Diagonalizability of a matrix containing smaller diagonalizable matrices

[oferon]

Please don't mind my math english, I'm really not used to it yet..

Given $R\in M_n(F)$ and two matrices $A\in M_{n1}(F)$ and $D\in M_{n2}(F)$ where $n1+n2=n$
$R = \begin{pmatrix} A & B \\ 0 & D \end{pmatrix}$
Given A,D both diagonalizable (over F), and don't share any identical eigenvalues - Prove that R is diagonalizable.

Ok, So what i did was building eigenvectors for R, based on the eigenvalues and eigenvectors of A and D.
for example, suppose $λ_1$ is eigenvalue of A with eigenvector $V = \begin{pmatrix} V1 \\ V2 \\. \\. \\. \end{pmatrix}$, then taking $U = \begin{pmatrix} V1 \\ V2 \\. \\. \\0 \\0\\0\end{pmatrix}$ would give $R*U = λ_1*U$ thus λ1,U are eigenvalue and vector of R

I managed to do the same using D. So now I have a set of eigenvalues and vectors of R.
My question is - How can I tell that R has no other eigenvalues other than those of A and D, and finish my proof... Thanks!

 

[ougoah]

So you've shown that $R$ has $n$ linearly independent eigenvectors, since they come from different two matrices with no overlapping eigenvalues, and also where an eigenvalue does repeat within either $A$ or $D$, the geometric multiplicity of the eigenvalue is equal to its algebraic multiplicity (because $A$ and $D$ are both diagonalisable). Therefore, we can already write $R$ in the form $PD P^{-1}$ in the standard way; that is, $R$ is diagonalisable.

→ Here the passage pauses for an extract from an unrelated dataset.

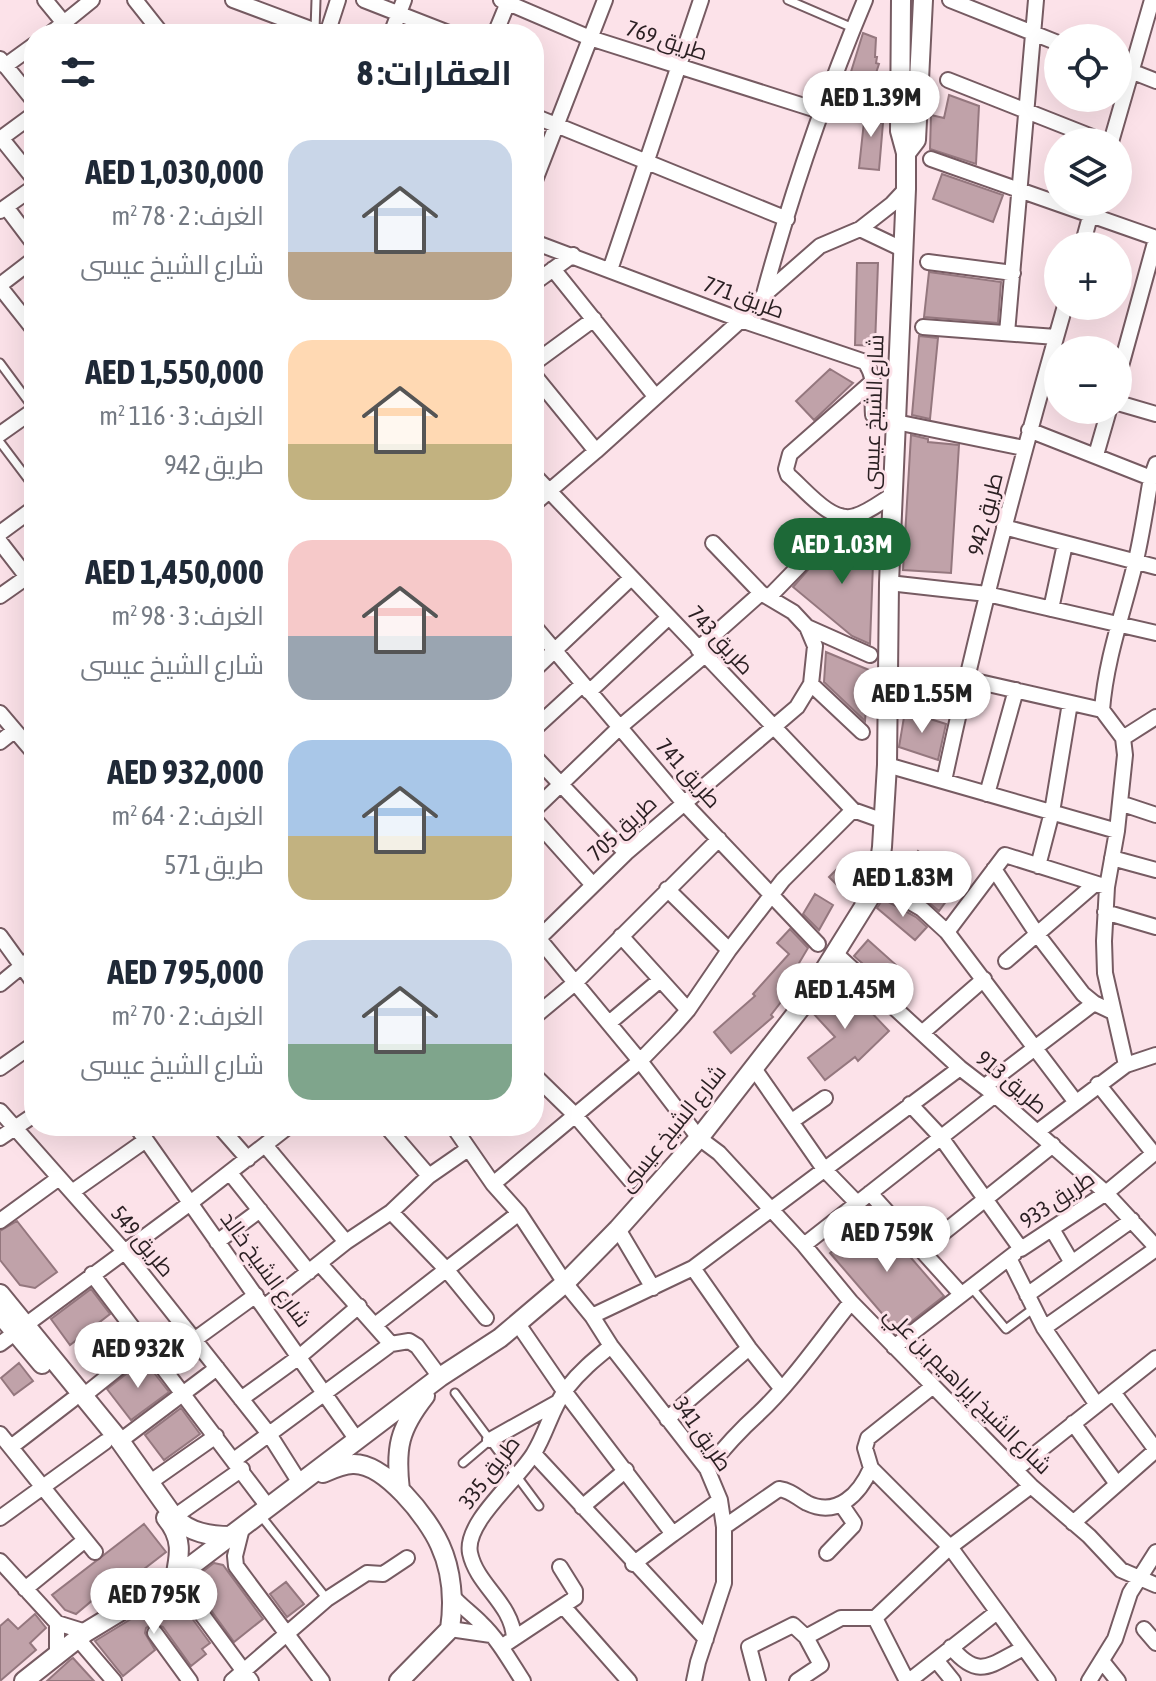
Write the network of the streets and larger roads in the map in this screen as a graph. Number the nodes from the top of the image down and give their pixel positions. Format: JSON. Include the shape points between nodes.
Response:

On the other hand, suppose there exists another eigenvalue of $R$ not covered by the eigenvalues of $A$ and $D$. Then there must correspond an eigenvector that is linearly independent of all of the other eigenvectors of $R$. But this means the eigenvectors of $R$ spans $n+1$ dimensions, which is not possible. So you cannot have another eigenvalue.

 

[oferon]

Thanks for your reply.
I still don't get it - I never said I found n eigenvectors. I said I found vectors for all eigen values of A and D.
How can you tell A gives total of n1 and D gives total of n2 vectors?

 

[ougoah]

If an $n\times n$ matrix is diagonalisable, then it must have $n$ linearly independent eigenvectors. If you have a repeated eigenvalue with multiplicity $k$, then the dimension of the corresponding eigenspace must also be $k$. Is it possible you haven't found all the eigenvectors corresponding to each eigenvalue?